Testing PDF Extraction Tools

Posted on 7 September 2016

We are now 8 weeks into the Official Inquiries project. One of the most time-consuming challenges the project faces is that of turning PDF files of inquiries into clean, readable text. Converting a PDF file into a text file is not a simple matter of changing a file extension or copying and pasting from one to another. To accomplish this conversion, we use free, open source tools which are capable of reading the PDF and rewriting it as a text file. Of course, none of these tools can perfectly interpret the file - especially not bespoke to our personal preferences - and each inquiry’s PDF will be different, so we have tested and compared a number of different ones, to see which one works best for our purposes. After all, the more work the tools can do, the less effort we have to put into tidying ourselves before we can present the text online!

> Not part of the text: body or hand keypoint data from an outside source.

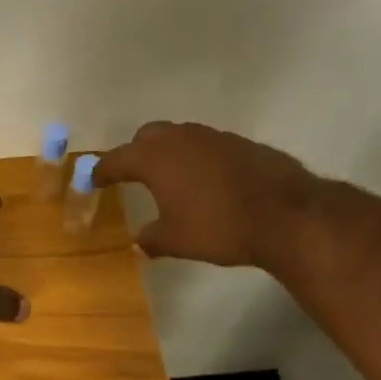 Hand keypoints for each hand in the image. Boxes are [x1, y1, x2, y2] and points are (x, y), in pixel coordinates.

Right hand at [93, 121, 320, 267]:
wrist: (286, 214)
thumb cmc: (219, 227)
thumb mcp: (176, 240)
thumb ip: (151, 239)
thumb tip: (138, 243)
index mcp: (155, 159)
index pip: (117, 159)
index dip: (102, 170)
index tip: (93, 179)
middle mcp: (180, 139)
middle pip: (147, 136)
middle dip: (135, 152)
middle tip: (131, 174)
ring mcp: (213, 137)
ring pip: (179, 136)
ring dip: (168, 152)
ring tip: (169, 177)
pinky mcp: (241, 143)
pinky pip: (206, 145)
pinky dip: (197, 158)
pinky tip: (205, 181) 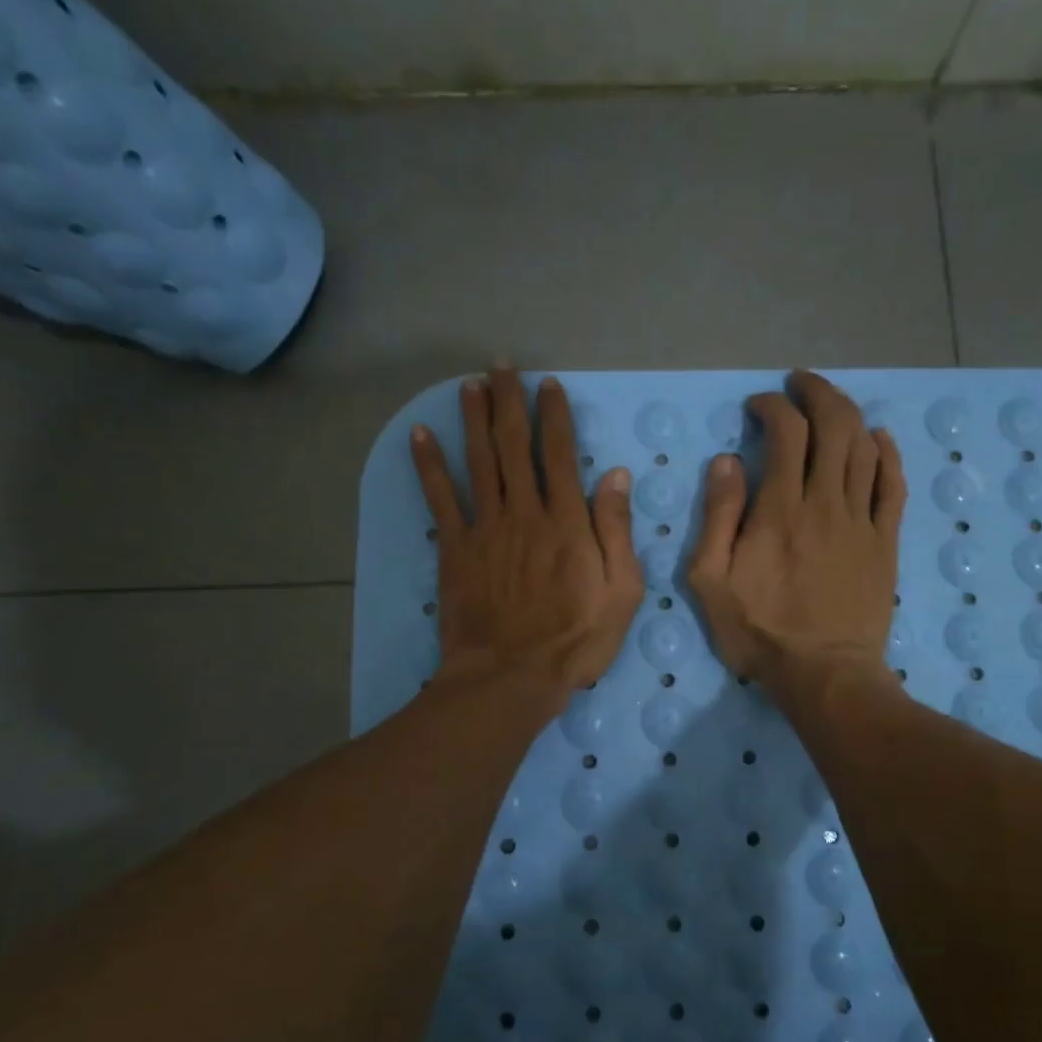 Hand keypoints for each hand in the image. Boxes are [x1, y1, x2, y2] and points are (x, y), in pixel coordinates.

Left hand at [412, 367, 644, 706]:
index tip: (549, 385)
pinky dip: (428, 465)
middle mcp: (524, 512)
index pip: (560, 455)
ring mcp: (486, 528)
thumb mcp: (622, 591)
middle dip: (509, 402)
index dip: (554, 416)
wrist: (512, 676)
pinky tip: (419, 434)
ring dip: (473, 419)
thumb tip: (616, 475)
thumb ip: (617, 531)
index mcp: (567, 521)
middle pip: (514, 446)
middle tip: (501, 366)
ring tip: (469, 384)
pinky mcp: (454, 548)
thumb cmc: (576, 640)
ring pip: (478, 461)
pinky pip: (440, 498)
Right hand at [687, 371, 905, 695]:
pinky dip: (888, 453)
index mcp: (780, 508)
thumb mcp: (710, 580)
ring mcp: (862, 520)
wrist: (824, 673)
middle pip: (834, 425)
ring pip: (865, 447)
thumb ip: (717, 517)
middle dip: (817, 393)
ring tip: (830, 405)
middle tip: (799, 385)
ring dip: (849, 415)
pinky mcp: (885, 541)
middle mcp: (826, 502)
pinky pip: (893, 485)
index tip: (757, 407)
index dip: (773, 407)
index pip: (786, 432)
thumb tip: (728, 462)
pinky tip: (879, 438)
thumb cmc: (760, 631) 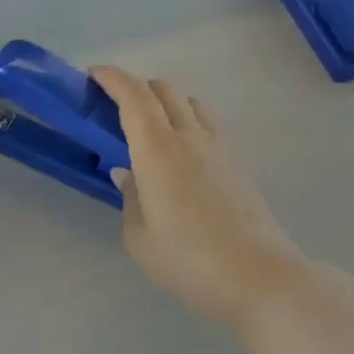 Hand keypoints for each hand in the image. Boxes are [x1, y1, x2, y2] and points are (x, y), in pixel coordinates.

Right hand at [90, 66, 299, 324]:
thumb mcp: (139, 237)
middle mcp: (189, 138)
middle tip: (113, 108)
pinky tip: (179, 154)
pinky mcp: (237, 165)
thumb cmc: (188, 259)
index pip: (133, 96)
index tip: (93, 75)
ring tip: (148, 130)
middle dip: (134, 88)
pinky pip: (207, 125)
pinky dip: (186, 122)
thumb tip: (127, 173)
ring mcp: (218, 149)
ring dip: (164, 103)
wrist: (260, 278)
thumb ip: (130, 197)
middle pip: (163, 90)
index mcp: (157, 150)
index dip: (112, 78)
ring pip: (189, 103) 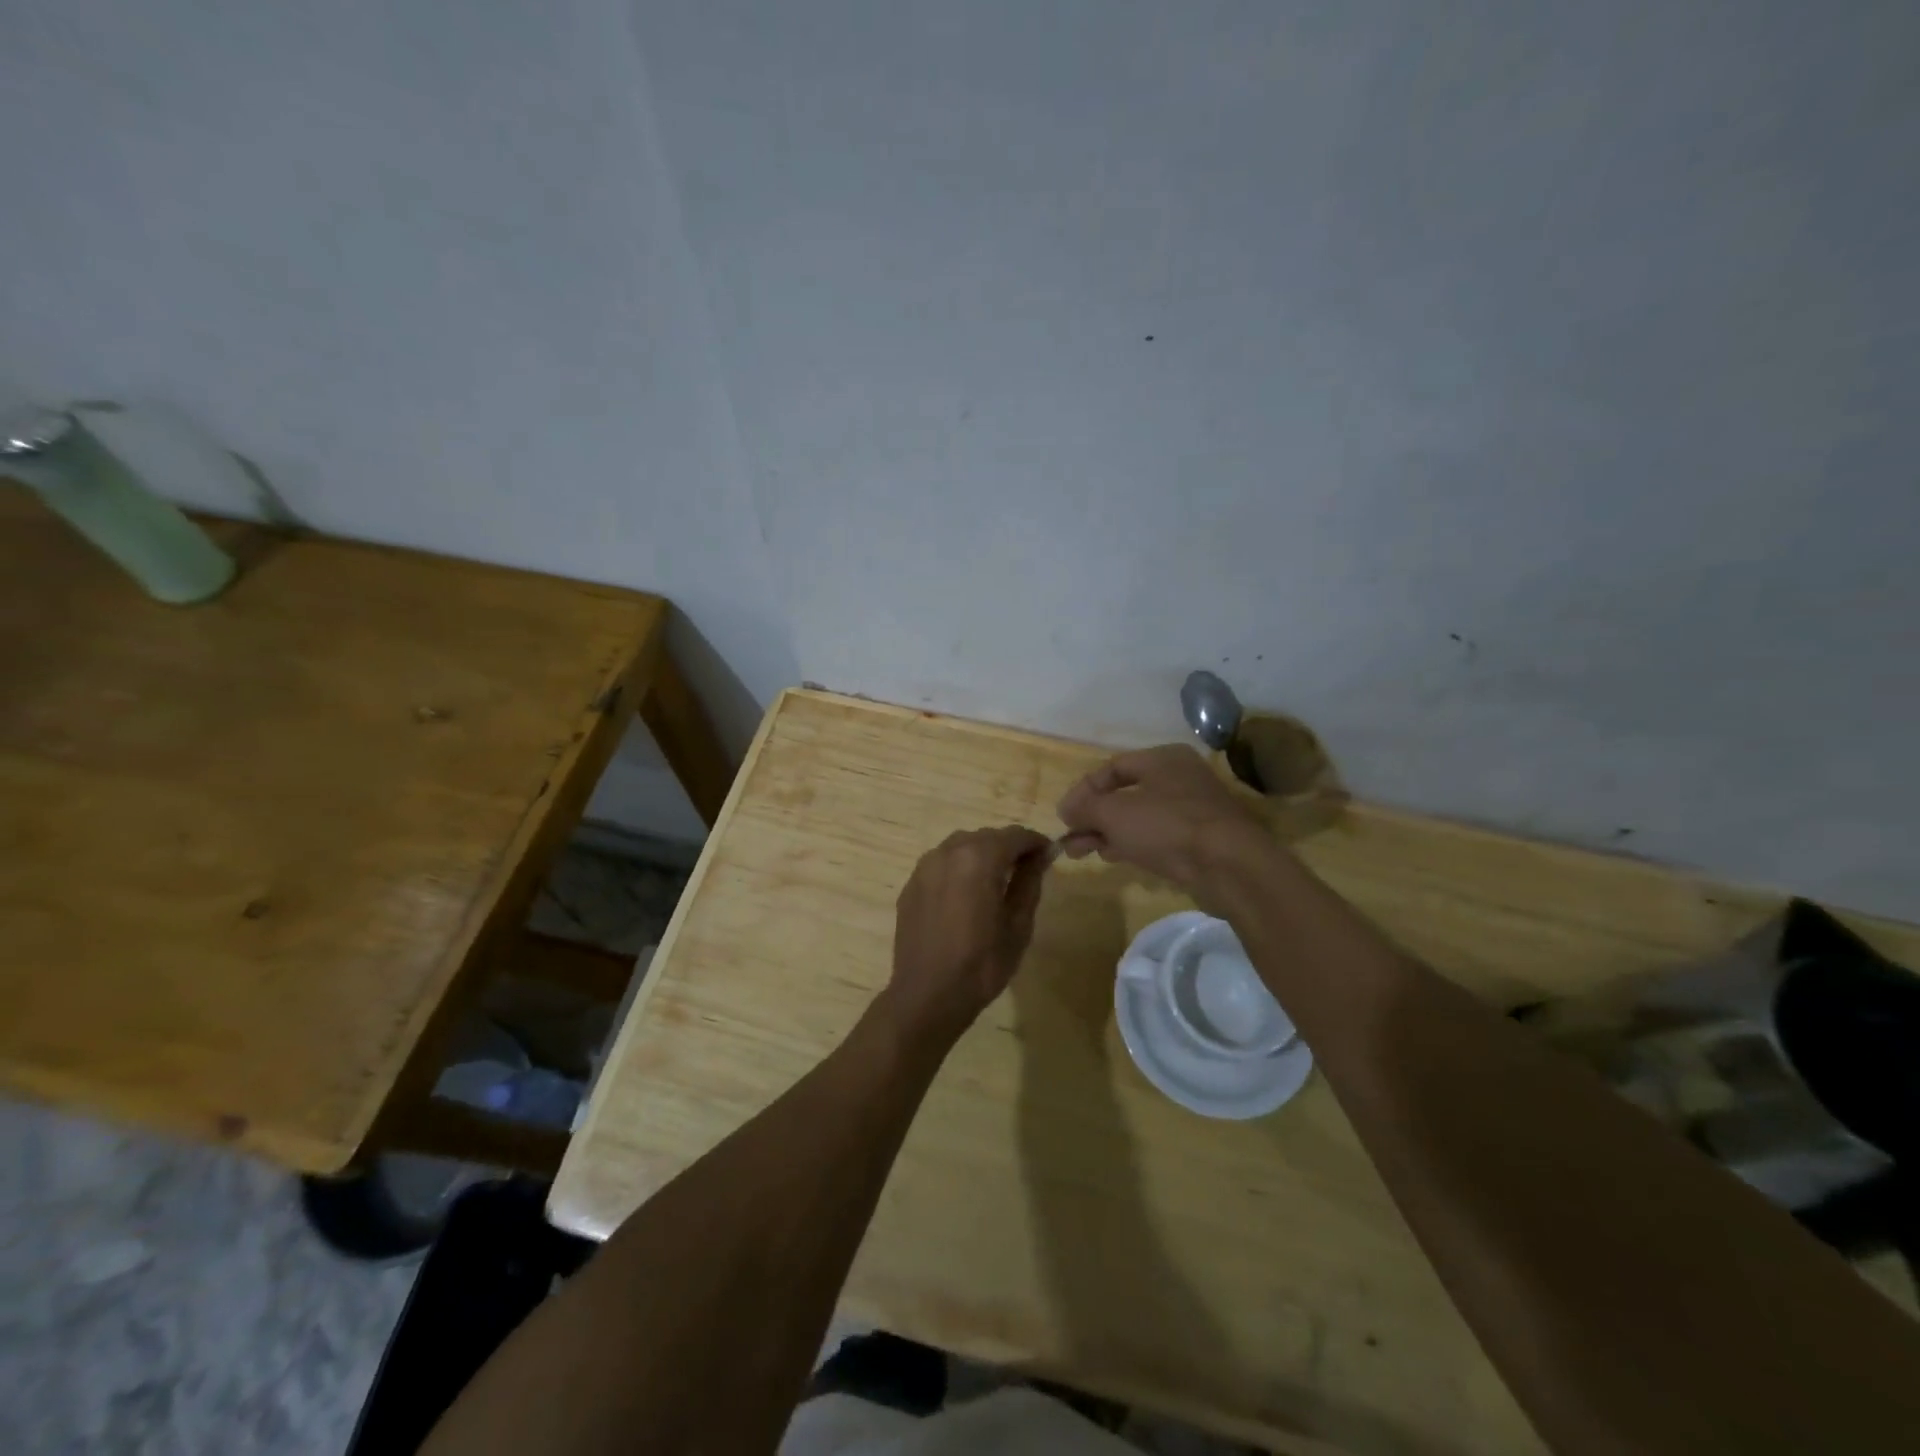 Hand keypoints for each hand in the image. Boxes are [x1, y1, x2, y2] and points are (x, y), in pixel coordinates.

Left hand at [885, 826, 1052, 1041]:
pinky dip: (959, 869)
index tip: (1048, 855)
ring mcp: (925, 867)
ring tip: (995, 882)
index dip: (1035, 842)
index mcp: (979, 858)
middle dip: (1008, 847)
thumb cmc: (982, 964)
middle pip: (986, 837)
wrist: (927, 995)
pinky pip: (941, 864)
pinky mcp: (911, 884)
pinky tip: (966, 896)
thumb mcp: (1018, 925)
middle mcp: (948, 852)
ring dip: (982, 855)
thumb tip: (1040, 855)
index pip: (1015, 835)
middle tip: (1025, 871)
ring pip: (961, 846)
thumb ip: (1029, 882)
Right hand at [1056, 744, 1266, 891]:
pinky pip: (1157, 836)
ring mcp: (1193, 810)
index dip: (1083, 790)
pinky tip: (1113, 857)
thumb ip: (1085, 808)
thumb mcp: (1114, 813)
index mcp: (1163, 759)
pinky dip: (1132, 843)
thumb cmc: (1167, 826)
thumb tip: (1066, 809)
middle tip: (1070, 839)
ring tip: (1082, 853)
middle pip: (1125, 794)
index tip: (1064, 815)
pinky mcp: (1200, 840)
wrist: (1229, 866)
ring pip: (1139, 817)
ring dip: (1108, 833)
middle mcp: (1180, 778)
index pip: (1112, 768)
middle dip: (1093, 817) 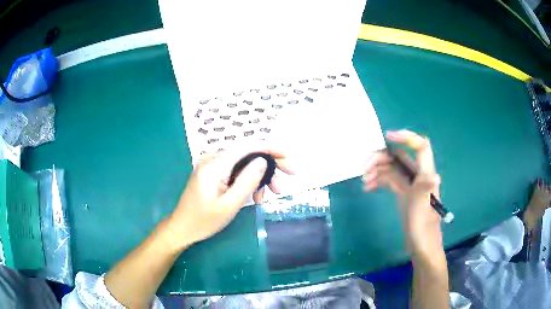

As an example, let’s take a page of the US Senate’s PSI report into the Financial Crisis:

financialcrisisreport

Our objective is to turn this PDF into a text file, which can then be tidied and put online. When we began the Official Inquiries project, our default tool for this was PDFMiner. Here is what PDFMiner makes of that page of text:

A.  Subcommittee Investigation

important cause of the crisis, it provides new, detailed, and compelling evidence of what

happened.  In so doing, we hope the Report leads to solutions that prevent it from happening

again.

  1.  EXECUTIVE SUMMARY

investigation into some of the key causes of the financial crisis.  Since then, the Subcommittee

has engaged in a wide-ranging inquiry, issuing subpoenas, conducting over 150 interviews and

depositions, and consulting with dozens of government, academic, and private sector experts.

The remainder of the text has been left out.